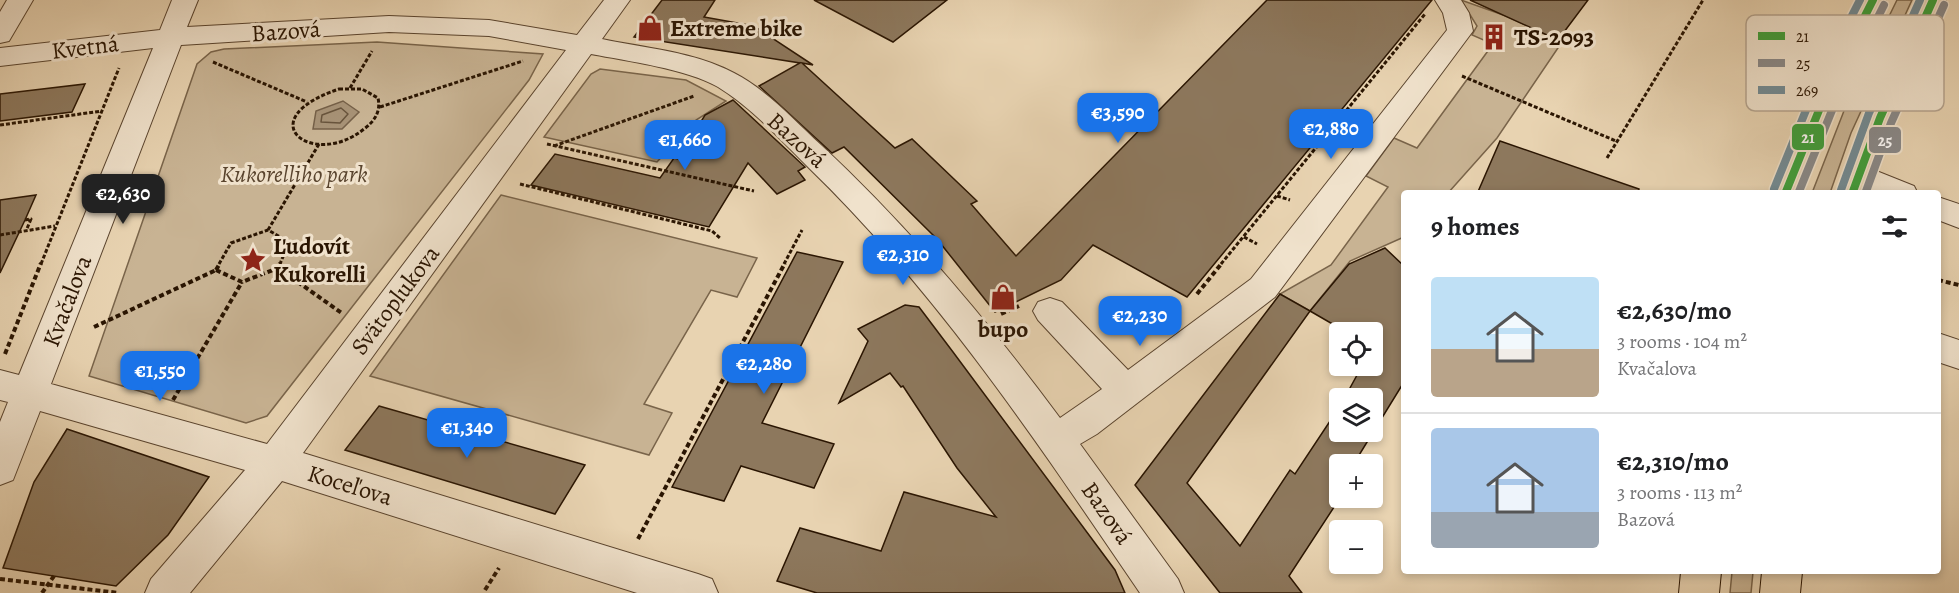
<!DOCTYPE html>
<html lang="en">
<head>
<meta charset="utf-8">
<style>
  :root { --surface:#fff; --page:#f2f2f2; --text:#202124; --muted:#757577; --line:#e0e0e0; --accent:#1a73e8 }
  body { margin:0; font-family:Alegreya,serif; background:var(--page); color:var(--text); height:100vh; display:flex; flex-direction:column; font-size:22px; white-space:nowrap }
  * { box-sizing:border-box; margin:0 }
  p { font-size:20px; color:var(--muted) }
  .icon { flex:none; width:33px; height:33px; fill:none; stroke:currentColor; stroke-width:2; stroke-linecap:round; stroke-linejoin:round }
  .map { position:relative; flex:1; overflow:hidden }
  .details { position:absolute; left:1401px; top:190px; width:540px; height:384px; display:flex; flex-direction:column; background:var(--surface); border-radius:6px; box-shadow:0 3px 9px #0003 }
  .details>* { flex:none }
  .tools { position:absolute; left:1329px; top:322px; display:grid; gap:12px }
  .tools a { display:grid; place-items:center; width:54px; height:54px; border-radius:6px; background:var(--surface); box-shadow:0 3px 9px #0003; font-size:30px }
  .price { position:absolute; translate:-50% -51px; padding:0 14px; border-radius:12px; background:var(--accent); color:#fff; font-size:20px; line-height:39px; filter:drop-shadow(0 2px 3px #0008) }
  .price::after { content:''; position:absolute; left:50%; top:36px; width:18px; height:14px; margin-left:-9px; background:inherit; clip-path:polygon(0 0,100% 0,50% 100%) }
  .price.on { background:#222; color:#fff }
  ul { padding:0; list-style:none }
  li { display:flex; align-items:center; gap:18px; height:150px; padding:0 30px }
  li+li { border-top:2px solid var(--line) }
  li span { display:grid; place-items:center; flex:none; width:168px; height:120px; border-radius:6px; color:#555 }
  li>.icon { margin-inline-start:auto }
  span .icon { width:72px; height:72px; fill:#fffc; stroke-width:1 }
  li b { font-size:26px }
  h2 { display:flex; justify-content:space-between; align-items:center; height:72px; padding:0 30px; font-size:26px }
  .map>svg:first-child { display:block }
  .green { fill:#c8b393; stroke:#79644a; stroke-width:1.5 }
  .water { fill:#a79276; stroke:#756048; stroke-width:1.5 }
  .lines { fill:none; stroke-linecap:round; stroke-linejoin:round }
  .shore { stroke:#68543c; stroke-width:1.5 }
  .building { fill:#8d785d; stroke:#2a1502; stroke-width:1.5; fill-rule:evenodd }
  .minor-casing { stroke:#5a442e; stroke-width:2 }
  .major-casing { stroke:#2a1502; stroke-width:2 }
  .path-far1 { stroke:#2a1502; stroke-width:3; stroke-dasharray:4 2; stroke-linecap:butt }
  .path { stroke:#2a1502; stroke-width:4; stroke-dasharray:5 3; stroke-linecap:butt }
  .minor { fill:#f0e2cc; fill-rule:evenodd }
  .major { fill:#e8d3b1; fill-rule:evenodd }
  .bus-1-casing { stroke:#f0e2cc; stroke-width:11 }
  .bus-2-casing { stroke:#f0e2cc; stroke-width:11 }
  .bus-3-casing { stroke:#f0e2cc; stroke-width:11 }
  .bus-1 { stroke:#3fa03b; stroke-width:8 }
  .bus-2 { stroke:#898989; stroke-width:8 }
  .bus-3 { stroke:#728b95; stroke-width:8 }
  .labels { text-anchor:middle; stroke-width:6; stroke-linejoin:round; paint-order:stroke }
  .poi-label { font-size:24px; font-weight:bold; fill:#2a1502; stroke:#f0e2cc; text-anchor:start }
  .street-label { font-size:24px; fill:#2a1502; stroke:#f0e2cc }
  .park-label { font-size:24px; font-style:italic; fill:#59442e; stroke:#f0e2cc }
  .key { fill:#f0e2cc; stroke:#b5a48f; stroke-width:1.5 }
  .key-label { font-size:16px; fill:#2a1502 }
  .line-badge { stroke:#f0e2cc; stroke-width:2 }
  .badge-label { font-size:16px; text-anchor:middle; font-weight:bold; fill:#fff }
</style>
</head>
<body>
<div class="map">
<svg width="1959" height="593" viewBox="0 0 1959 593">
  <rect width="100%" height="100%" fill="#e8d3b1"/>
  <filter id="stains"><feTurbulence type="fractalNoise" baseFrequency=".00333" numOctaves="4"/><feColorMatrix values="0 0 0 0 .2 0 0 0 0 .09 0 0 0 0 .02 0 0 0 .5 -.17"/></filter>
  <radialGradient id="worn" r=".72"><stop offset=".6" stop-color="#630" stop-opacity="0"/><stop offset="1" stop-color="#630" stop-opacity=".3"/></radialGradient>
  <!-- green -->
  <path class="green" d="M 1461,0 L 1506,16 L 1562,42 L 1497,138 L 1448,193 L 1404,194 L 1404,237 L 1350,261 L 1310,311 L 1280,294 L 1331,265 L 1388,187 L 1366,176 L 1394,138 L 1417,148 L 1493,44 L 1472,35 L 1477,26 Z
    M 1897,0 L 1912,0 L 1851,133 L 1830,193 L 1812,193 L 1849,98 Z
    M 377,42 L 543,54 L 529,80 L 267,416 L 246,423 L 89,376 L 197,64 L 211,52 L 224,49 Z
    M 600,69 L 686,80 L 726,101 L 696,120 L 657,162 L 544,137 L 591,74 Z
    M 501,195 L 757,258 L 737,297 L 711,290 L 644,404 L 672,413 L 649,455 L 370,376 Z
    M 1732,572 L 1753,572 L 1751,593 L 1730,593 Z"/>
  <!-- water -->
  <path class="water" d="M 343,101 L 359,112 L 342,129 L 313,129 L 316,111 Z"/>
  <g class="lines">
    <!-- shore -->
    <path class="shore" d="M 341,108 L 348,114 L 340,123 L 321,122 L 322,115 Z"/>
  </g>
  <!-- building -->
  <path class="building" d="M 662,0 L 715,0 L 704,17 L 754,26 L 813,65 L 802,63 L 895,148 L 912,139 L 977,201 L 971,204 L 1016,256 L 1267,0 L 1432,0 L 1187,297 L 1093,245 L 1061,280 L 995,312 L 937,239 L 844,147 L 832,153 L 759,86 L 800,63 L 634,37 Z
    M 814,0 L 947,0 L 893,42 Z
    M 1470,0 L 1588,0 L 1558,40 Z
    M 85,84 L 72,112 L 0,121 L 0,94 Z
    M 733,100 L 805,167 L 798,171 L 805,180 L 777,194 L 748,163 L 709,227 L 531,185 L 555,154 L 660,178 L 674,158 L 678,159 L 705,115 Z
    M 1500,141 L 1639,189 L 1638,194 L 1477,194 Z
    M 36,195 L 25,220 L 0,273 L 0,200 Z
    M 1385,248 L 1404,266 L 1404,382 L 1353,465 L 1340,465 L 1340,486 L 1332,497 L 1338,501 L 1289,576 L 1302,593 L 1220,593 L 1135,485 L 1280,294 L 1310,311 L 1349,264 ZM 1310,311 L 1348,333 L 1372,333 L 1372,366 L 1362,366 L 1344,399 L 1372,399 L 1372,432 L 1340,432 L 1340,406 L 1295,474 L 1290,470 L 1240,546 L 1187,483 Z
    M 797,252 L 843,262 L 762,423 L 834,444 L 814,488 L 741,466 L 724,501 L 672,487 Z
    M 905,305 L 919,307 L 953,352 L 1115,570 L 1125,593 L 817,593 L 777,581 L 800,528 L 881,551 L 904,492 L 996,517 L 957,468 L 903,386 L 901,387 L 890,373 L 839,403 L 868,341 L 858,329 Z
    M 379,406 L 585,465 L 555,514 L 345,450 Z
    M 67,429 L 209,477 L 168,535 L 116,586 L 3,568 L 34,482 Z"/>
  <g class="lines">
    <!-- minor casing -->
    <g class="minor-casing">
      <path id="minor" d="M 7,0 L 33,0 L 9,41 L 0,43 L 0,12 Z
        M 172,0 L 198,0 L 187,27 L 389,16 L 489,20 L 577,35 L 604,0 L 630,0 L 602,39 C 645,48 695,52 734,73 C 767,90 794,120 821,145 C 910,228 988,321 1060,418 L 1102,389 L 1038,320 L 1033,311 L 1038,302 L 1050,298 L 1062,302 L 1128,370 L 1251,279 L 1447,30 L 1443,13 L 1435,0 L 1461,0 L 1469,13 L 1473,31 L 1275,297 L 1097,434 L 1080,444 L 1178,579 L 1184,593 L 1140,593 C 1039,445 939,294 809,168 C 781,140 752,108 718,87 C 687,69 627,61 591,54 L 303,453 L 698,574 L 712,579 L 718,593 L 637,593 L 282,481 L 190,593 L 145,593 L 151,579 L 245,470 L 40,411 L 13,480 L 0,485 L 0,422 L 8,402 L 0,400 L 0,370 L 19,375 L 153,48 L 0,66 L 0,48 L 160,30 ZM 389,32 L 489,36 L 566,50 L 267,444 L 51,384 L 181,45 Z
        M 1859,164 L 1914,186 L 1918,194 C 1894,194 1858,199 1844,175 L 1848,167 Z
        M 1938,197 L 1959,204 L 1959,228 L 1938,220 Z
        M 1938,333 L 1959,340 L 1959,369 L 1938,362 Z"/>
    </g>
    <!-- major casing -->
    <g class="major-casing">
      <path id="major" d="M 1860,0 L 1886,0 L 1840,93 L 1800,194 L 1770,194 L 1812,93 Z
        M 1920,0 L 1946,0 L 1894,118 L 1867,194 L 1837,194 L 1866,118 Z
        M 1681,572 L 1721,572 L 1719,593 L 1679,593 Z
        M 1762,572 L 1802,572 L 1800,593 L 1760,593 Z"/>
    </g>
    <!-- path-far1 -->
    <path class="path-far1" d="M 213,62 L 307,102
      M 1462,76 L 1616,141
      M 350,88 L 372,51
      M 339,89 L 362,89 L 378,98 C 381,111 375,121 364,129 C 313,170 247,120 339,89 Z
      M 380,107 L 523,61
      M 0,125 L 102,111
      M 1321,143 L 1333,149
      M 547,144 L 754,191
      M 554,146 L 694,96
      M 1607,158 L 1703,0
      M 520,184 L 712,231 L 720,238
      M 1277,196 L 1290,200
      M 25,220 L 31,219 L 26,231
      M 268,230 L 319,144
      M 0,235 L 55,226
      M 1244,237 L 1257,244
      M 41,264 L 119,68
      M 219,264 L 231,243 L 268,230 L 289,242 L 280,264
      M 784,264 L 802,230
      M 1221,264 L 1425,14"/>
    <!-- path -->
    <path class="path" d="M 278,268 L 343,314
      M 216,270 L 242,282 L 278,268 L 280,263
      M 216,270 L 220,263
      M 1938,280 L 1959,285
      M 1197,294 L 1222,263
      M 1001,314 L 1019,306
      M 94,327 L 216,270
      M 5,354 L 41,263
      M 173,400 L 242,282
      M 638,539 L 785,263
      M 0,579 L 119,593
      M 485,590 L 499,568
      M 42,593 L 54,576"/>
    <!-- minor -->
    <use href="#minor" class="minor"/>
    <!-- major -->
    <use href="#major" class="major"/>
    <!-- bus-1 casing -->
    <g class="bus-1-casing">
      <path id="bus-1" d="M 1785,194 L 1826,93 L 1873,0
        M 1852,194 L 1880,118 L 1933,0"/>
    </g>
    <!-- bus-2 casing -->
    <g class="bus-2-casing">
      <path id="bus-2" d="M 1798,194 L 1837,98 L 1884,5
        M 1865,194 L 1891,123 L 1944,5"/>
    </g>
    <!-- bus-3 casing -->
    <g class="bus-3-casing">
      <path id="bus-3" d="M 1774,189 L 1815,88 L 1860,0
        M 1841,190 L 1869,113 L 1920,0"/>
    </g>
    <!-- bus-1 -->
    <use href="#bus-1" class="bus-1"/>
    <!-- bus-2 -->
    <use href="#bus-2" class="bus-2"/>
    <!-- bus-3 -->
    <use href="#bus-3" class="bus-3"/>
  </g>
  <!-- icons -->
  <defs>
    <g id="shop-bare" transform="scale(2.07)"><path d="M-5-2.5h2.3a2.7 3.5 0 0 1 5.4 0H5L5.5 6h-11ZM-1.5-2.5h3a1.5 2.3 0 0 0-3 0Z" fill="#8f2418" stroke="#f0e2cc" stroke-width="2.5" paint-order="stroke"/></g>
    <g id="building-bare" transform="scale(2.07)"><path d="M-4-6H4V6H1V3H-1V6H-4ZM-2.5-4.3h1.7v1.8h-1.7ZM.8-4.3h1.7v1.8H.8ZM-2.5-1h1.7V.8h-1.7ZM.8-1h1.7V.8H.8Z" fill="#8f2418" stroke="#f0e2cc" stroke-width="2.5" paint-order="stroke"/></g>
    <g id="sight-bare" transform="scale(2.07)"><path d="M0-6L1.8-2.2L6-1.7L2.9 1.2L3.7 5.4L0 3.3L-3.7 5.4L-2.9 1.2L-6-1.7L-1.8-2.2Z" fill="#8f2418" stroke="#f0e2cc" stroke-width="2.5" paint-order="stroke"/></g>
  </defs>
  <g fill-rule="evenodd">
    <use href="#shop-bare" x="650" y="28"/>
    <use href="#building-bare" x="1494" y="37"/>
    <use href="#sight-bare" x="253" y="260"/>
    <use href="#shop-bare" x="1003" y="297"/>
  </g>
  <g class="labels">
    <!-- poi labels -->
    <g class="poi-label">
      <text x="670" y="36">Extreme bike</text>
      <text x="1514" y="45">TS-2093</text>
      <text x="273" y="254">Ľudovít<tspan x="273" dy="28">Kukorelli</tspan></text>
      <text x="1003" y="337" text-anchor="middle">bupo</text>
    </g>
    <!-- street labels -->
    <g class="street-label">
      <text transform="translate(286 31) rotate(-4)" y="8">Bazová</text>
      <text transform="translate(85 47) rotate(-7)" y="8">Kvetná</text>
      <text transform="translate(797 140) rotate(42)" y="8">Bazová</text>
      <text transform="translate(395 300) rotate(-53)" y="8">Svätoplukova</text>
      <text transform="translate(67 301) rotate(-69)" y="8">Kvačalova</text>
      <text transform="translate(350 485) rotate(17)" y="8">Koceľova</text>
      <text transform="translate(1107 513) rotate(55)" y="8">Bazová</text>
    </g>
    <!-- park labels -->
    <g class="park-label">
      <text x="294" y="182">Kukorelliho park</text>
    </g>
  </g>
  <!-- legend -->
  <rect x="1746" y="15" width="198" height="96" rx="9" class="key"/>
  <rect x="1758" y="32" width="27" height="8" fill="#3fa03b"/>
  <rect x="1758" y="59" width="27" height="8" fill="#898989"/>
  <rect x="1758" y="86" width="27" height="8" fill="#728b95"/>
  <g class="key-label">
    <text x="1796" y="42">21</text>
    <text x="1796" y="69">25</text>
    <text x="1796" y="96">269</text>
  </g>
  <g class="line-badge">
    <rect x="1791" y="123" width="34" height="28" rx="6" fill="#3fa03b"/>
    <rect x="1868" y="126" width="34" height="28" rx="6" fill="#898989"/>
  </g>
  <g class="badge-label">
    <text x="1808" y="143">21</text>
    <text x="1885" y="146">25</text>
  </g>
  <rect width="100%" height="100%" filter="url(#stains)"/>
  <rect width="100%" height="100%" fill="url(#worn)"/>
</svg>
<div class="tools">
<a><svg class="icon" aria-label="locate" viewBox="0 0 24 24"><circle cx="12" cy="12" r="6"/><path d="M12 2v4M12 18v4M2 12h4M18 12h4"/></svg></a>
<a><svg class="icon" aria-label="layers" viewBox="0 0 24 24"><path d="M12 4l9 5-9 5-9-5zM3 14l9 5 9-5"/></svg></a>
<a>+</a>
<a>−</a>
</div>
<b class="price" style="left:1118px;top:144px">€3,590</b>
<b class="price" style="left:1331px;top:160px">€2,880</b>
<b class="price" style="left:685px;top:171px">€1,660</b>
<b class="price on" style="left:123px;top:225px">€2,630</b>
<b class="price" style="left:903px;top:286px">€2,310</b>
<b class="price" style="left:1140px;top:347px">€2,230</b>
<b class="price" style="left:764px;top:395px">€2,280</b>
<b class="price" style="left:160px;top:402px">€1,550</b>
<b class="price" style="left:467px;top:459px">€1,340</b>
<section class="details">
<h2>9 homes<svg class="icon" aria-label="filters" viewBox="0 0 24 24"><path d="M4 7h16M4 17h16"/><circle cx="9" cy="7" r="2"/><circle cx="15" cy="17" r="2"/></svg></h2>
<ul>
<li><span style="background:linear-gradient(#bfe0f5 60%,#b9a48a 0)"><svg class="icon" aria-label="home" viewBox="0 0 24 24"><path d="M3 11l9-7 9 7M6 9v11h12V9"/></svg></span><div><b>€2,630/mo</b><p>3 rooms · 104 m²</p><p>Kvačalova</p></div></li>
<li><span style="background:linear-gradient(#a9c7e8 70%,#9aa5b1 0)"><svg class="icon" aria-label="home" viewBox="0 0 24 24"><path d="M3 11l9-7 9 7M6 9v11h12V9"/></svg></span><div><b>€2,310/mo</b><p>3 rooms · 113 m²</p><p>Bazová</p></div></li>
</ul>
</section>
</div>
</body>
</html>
|---|
Reproduce, without alteration and without pictures, only those lines that lie between the first line of the entries above and the line containing "position:relative; flex:1; overflow:hidden", both of them included.

-- Output --
<!DOCTYPE html>
<html lang="en">
<head>
<meta charset="utf-8">
<style>
  :root { --surface:#fff; --page:#f2f2f2; --text:#202124; --muted:#757577; --line:#e0e0e0; --accent:#1a73e8 }
  body { margin:0; font-family:Alegreya,serif; background:var(--page); color:var(--text); height:100vh; display:flex; flex-direction:column; font-size:22px; white-space:nowrap }
  * { box-sizing:border-box; margin:0 }
  p { font-size:20px; color:var(--muted) }
  .icon { flex:none; width:33px; height:33px; fill:none; stroke:currentColor; stroke-width:2; stroke-linecap:round; stroke-linejoin:round }
  .map { position:relative; flex:1; overflow:hidden }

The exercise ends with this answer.